Marie: So, it is with regret. I'm saying its time to wrap up this conversation today. Katie with heartfelt gratitude from Jeanine and myself and on behalf of all listeners for your gentle, loving, open-hearted approach to having tough conversations about something that really matters. that we must have. that we absolutely must have. Thank you for sharing your vulnerability and also your courage in your ability to not just share this message with the world but to have one conversation at a time with people in your life that really want to understand what it's like for you in this process. If you could leave our listeners with anything a question or thought what would you say to them, Katie?

Katie Mapondera: I would want to invite our listeners to consider the question of what they want their impact and legacy to be knowing that all of us have things we can do with regard to this issue. What do they want the impact and legacy to be as far as race relations go?

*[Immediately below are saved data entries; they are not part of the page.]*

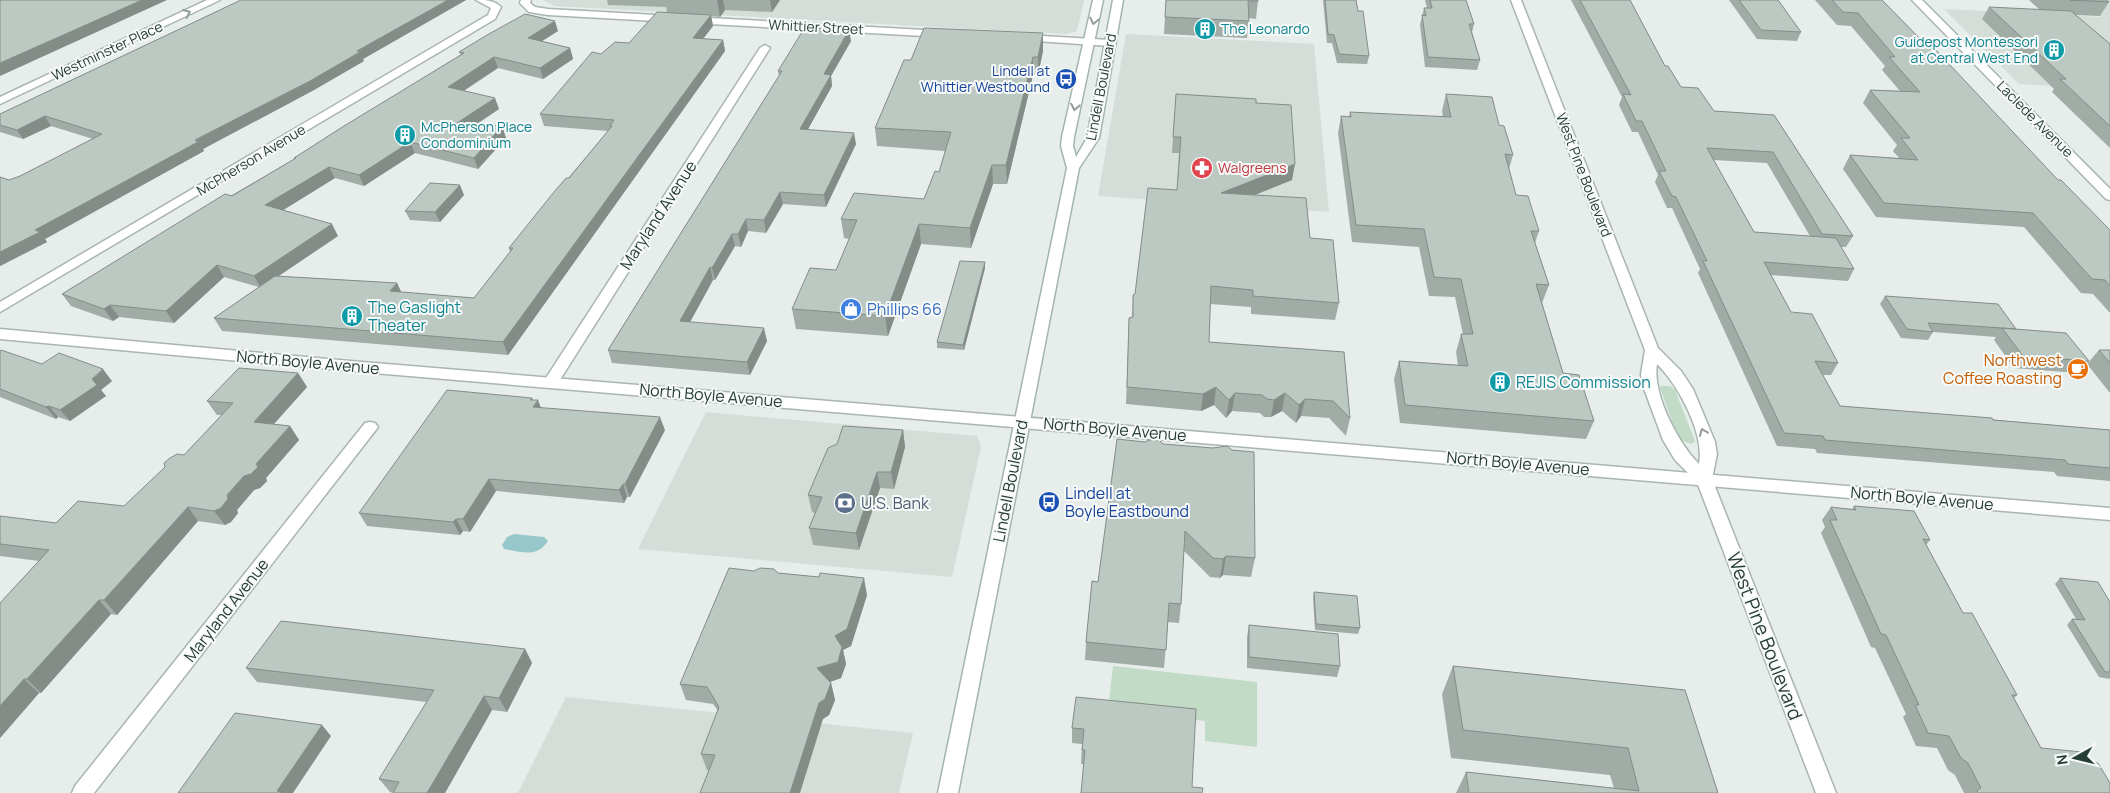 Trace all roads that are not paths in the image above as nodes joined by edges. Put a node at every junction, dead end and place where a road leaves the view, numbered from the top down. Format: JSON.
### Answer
{"nodes":[{"id":1,"x":215,"y":0,"type":"edge"},
{"id":2,"x":481,"y":0,"type":"edge"},
{"id":3,"x":1098,"y":0,"type":"edge"},
{"id":4,"x":1118,"y":0,"type":"edge"},
{"id":5,"x":1516,"y":0,"type":"edge"},
{"id":6,"x":1917,"y":0,"type":"edge"},
{"id":7,"x":525,"y":2,"type":"edge"},
{"id":8,"x":954,"y":34,"type":"edge"},
{"id":9,"x":1011,"y":38,"type":"edge"},
{"id":10,"x":1089,"y":42,"type":"junction"},
{"id":11,"x":1110,"y":43,"type":"junction"},
{"id":12,"x":765,"y":48,"type":"dead end"},
{"id":13,"x":0,"y":101,"type":"edge"},
{"id":14,"x":1073,"y":168,"type":"junction"},
{"id":15,"x":2110,"y":196,"type":"edge"},
{"id":16,"x":0,"y":308,"type":"edge"},
{"id":17,"x":0,"y":334,"type":"edge"},
{"id":18,"x":1652,"y":350,"type":"junction"},
{"id":19,"x":551,"y":382,"type":"junction"},
{"id":20,"x":1021,"y":421,"type":"junction"},
{"id":21,"x":370,"y":427,"type":"dead end"},
{"id":22,"x":1704,"y":479,"type":"junction"},
{"id":23,"x":2110,"y":514,"type":"edge"},
{"id":24,"x":82,"y":793,"type":"edge"},
{"id":25,"x":948,"y":793,"type":"edge"},
{"id":26,"x":1826,"y":793,"type":"edge"}],
"edges":[{"from":13,"to":1,"type":"street","name":"Westminster Place","one_way":true},
{"from":2,"to":16,"type":"street","name":"McPherson Avenue"},
{"from":3,"to":10,"type":"street","name":"Lindell Boulevard","one_way":true},
{"from":4,"to":11,"type":"street","name":"Lindell Boulevard"},
{"from":5,"to":18,"type":"street","name":"West Pine Boulevard"},
{"from":6,"to":15,"type":"street","name":"Laclede Avenue"},
{"from":7,"to":8,"type":"street","name":"Whittier Street"},
{"from":9,"to":10,"type":"street"},
{"from":10,"to":11,"type":"street"},
{"from":10,"to":14,"type":"street","name":"Lindell Boulevard","one_way":true},
{"from":11,"to":14,"type":"street","name":"Lindell Boulevard"},
{"from":12,"to":19,"type":"street","name":"Maryland Avenue"},
{"from":14,"to":20,"type":"street","name":"Lindell Boulevard"},
{"from":17,"to":19,"type":"street","name":"North Boyle Avenue"},
{"from":18,"to":22,"type":"street","name":"West Pine Boulevard"},
{"from":22,"to":18,"type":"street","name":"West Pine Boulevard","one_way":true},
{"from":19,"to":20,"type":"street","name":"North Boyle Avenue"},
{"from":20,"to":22,"type":"street","name":"North Boyle Avenue"},
{"from":20,"to":25,"type":"street","name":"Lindell Boulevard"},
{"from":21,"to":24,"type":"street","name":"Maryland Avenue"},
{"from":22,"to":23,"type":"street","name":"North Boyle Avenue"},
{"from":22,"to":26,"type":"street","name":"West Pine Boulevard"}]} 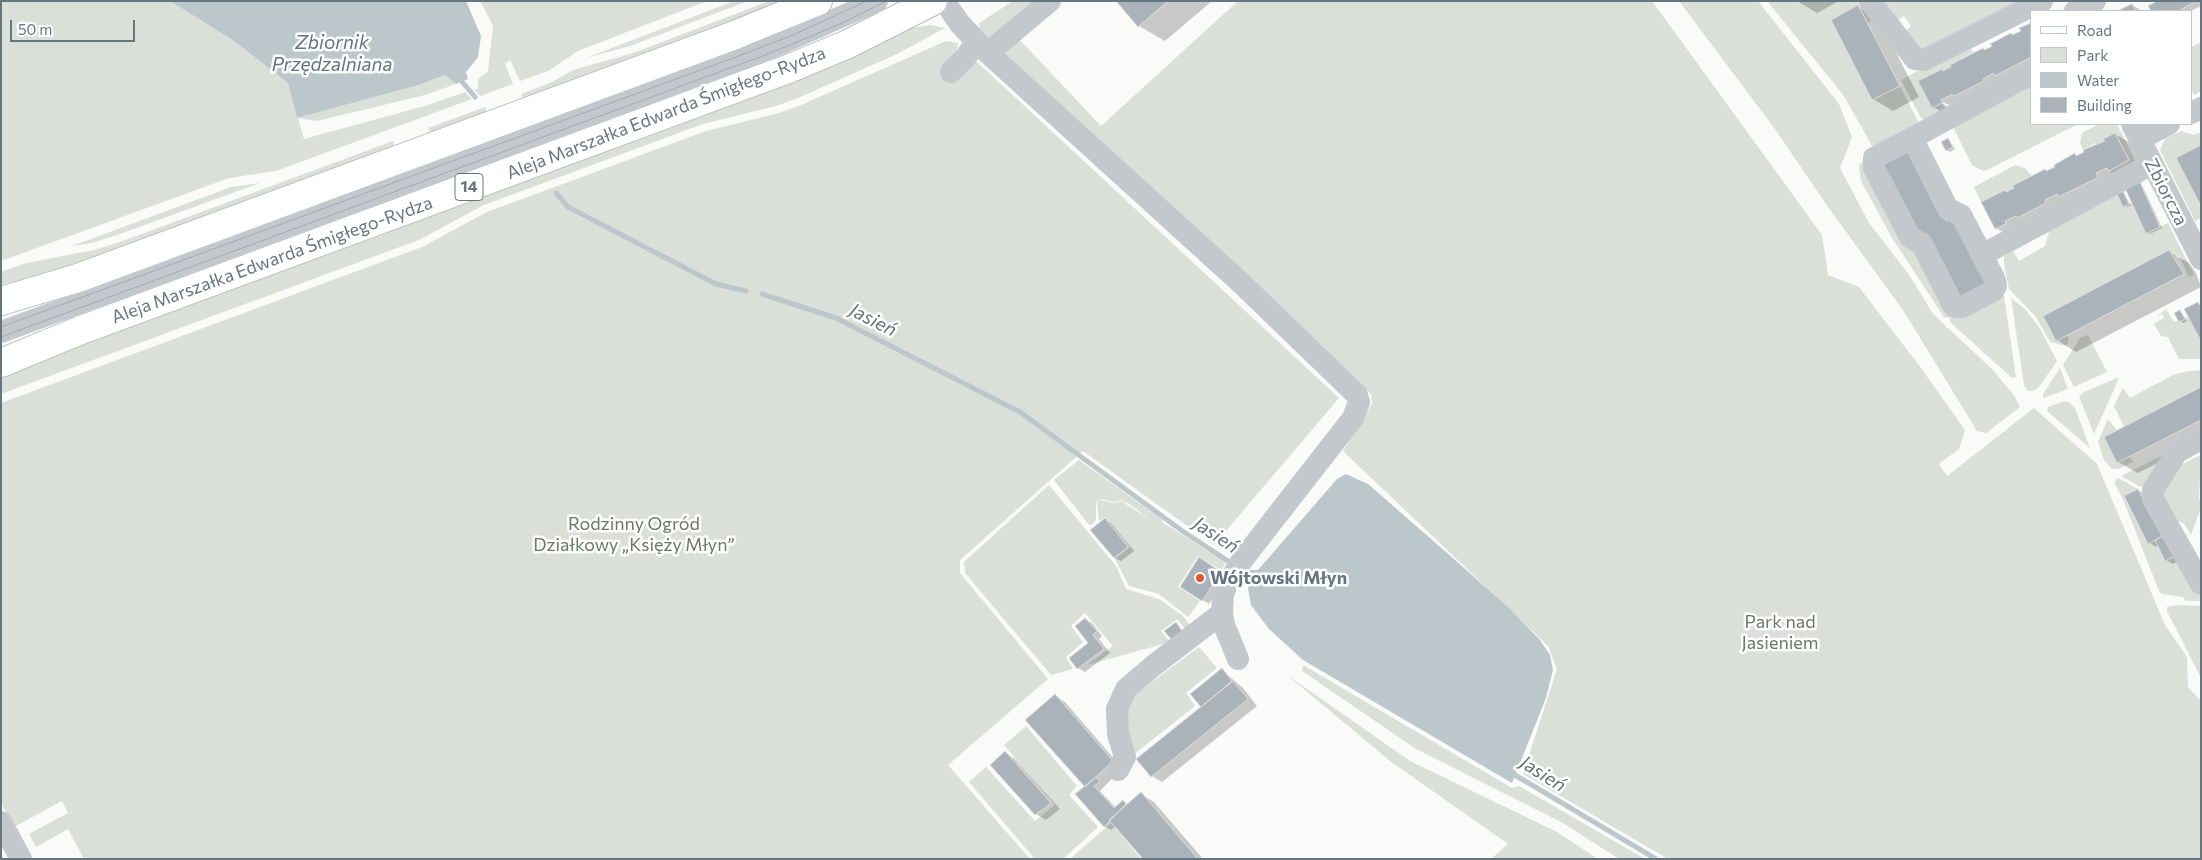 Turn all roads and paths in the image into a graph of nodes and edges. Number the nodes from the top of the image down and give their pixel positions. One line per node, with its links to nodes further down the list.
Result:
1 (818, 1): 20 (main road)
2 (877, 1): 21 (street)
3 (933, 1): 19 (main road, Aleja Marszałka Edwarda Śmigłego-Rydza / 14)
4 (944, 1): 10 (street)
5 (1050, 1): 10 (street)
6 (1870, 1): 7 (street)
7 (2042, 1)
8 (2096, 1): 9 (street)
9 (2076, 10)
10 (982, 47): 11 (street); 26 (street)
11 (951, 72)
12 (2030, 75): 15 (street)
13 (2164, 125): 14 (street)
14 (2136, 131): 16 (street, Zbiorcza)
15 (1912, 138): 17 (street); 17 (street)
16 (2152, 164): 17 (street); 18 (street, Zbiorcza)
17 (1982, 255)
18 (2201, 259)
19 (184, 292): 21 (street); 23 (main road, Aleja Marszałka Edwarda Śmigłego-Rydza / 14)
20 (1, 301)
21 (86, 302): 22 (street)
22 (1, 332)
23 (1, 363)
24 (2201, 439): 25 (street)
25 (2201, 584)
26 (1222, 613): 27 (street); 28 (street)
27 (1238, 660)
28 (1118, 770) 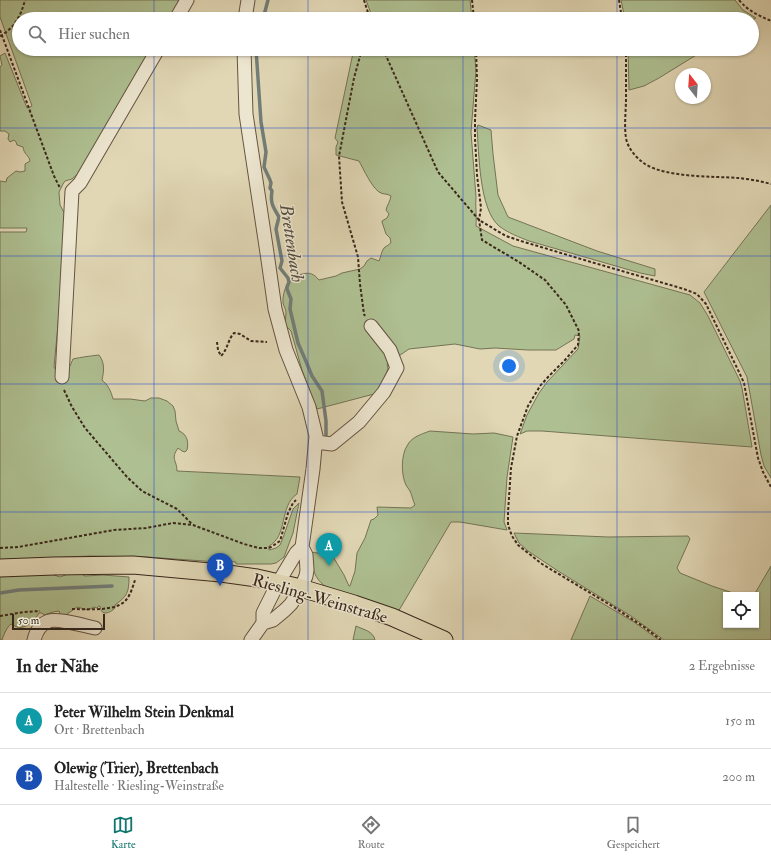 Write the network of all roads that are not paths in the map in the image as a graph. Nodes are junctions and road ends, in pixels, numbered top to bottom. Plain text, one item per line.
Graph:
1 (187, 0) edge
2 (248, 0) edge
3 (180, 12) edge
4 (246, 12) edge
5 (154, 56) edge
6 (244, 56) edge
7 (371, 326) road end
8 (62, 377) road end
9 (316, 442) junction
10 (302, 547) junction
11 (0, 568) edge
12 (278, 583) junction
13 (301, 588) junction
14 (263, 623) junction
15 (95, 628) dead end
16 (34, 640) edge
17 (251, 640) edge
18 (444, 640) edge

1 - 3 street
2 - 4 street
5 - 8 street
6 - 9 street
7 - 9 street
9 - 10 street
10 - 12 street
10 - 13 street
11 - 12 main road, Riesling-Weinstraße
12 - 13 main road, Riesling-Weinstraße
12 - 14 street
13 - 14 street
13 - 18 main road, Riesling-Weinstraße
14 - 17 street
15 - 16 street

Marie: Great reflect great for reflection. So, it is time to close off. Thank you, Katie. Thank you, Jeanine. It's been lovely to be with you both and have this conversation. Thank you, listeners we know, that you will get some great reflection time if you listen to what Katie has to share today. We look forward to seeing you next time and bringing another wonderful guest to have some reflections on conversations that matter.

Jeanine: Very grateful to you Katie.

Katie Mapondera: Thank you thank you for the opportunity. Thank you both.